Quantification of the Self-Excited Emotion Dynamics in Online Interactions (2024)
Eine der neuesten Studien im Bereich der Cyberpsychologie und kollektiven Emotionen. Im Wesentlichen geht es darum, dass Emotionen nicht einfach von einem Nutzer zum anderen übertragen werden, sondern durch einen sich selbst verstärkenden Mechanismus verstärkt werden.
Wenn beispielsweise emotionale Inhalte eine aktive Reaktion bei den Nutzern hervorrufen, werden sie immer sichtbarer. Infolgedessen ziehen sie neue Teilnehmer an. Die Forscher haben gelernt, dieses Phänomen als mathematisches Modell zu berechnen. Auf der Grundlage ihrer Analyse haben sie die folgenden Emotionen identifiziert, die die schnellste Ausbreitungsdynamik aufweisen:
- Wut,
- Angst,
- Panik.
Diese Studie hat dazu beigetragen, zu verstehen, wie virale Negativität im Netz auch ohne externe Steuerung entsteht und sich entwickelt.
The Pulse of Mood Online: Unveiling Emotional Reactions in a Dynamic Social Media Landscape (2024)
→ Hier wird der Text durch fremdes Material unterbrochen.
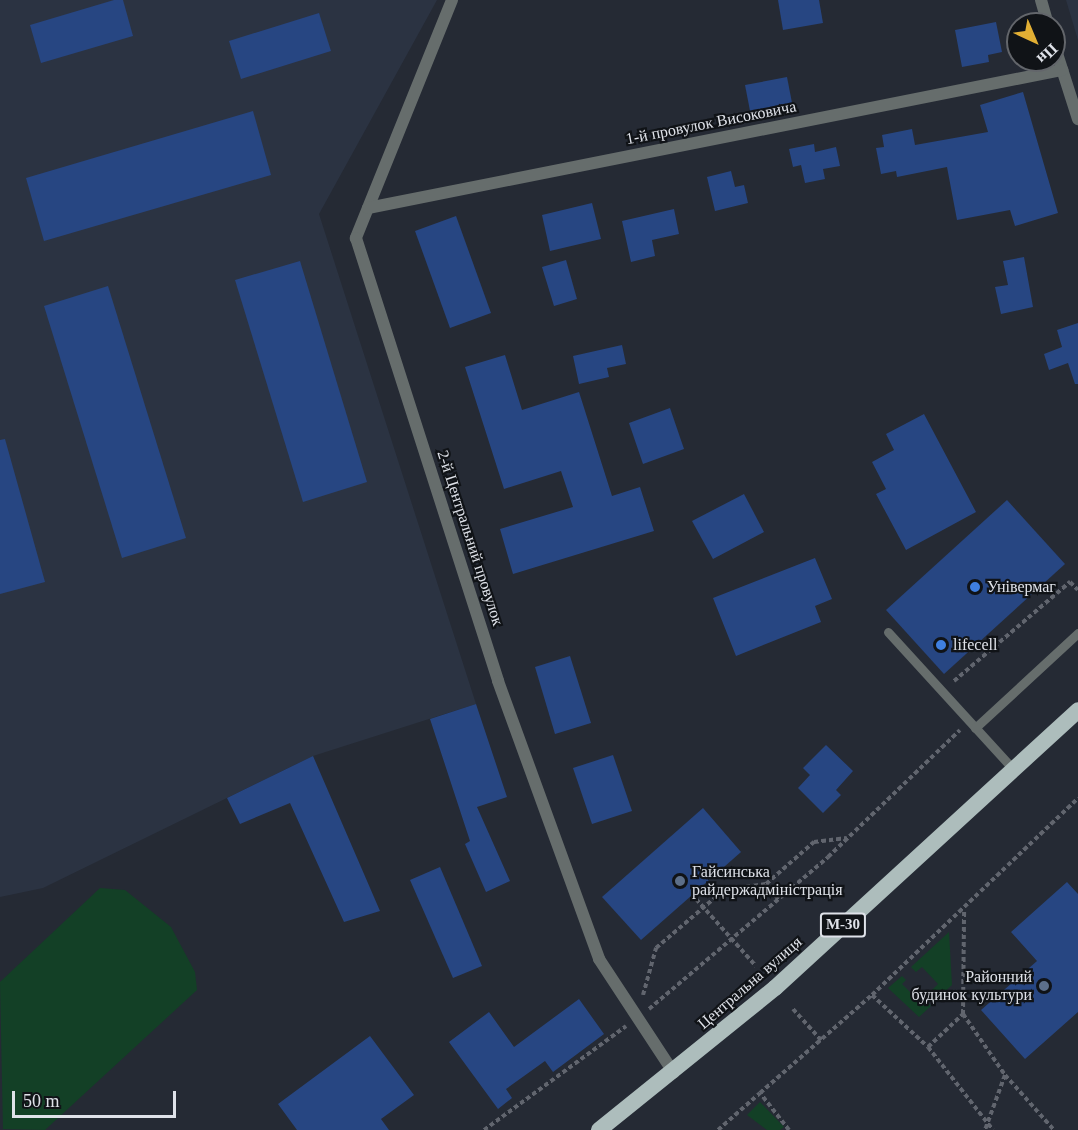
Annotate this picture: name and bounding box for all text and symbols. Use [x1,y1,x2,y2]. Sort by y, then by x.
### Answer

Diese wissenschaftliche Arbeit zeigt, dass Massenstimmungen im Internet gemessen und analysiert werden können. Dank neuer Ansätze zur Textverarbeitung und Analyse des Nutzerverhaltens lassen sich nun emotionale „Spitzenwerte“ in sozialen Netzwerken erkennen. Diese „Spitzenwerte“ sind Reaktionen auf Nachrichten, Krisen oder globale Ereignisse. Die Forschungsergebnisse sind nicht nur für das Verständnis des Verhaltens wichtig, sondern auch für Prognosen. Wissenschaftler können erkennen, welche Nachrichten und Ereignisse beim Publikum Sympathie hervorrufen, welche Aggressionen auslösen und welche zu einer kollektiven Mobilisierung führen.
Nutzung kollektiver Emotionen in Technologien
Diese aktive wissenschaftliche Tätigkeit rund um Emotionen im Internet hat dazu geführt, dass digitale Plattformen Daten immer häufiger zur Optimierung ihrer Dienste, Algorithmen und Arbeitsprozesse nutzen. Emotionale Verhaltensmuster von Nutzern sind zu einem festen Bestandteil der Entscheidungsfindung in einer Reihe von Bereichen geworden:
- Automatische Moderation von Kommentaren.
- Adaptive Newsfeeds für verschiedene soziale Netzwerke.
- Emotional reaktionsfähige Chatbots auf Websites.
- Erstellung virtueller Agenten.
Heute sind Algorithmen in sozialen Netzwerken in der Lage, den emotionalen Kontext von Beiträgen zu erkennen und zu lesen, um die Interaktion der Zielgruppe zu steigern. So ermöglichen beispielsweise Elemente der emotionalen künstlichen Intelligenz die Vorhersage öffentlicher Reaktionen auf bestimmte Arten von Inhalten sowie die Anpassung persönlicher Empfehlungen für jeden Nutzer.
Derzeit gewinnt die Entwicklung „emotional sensibler“ Dienste zunehmend an Popularität. Zu dieser Kategorie gehören verschiedene Produkte: von digitalen Assistenten bis hin zu Internet-Lernplattformen, auf denen die Inhalte an die aktuelle Stimmung des Nutzers angepasst werden.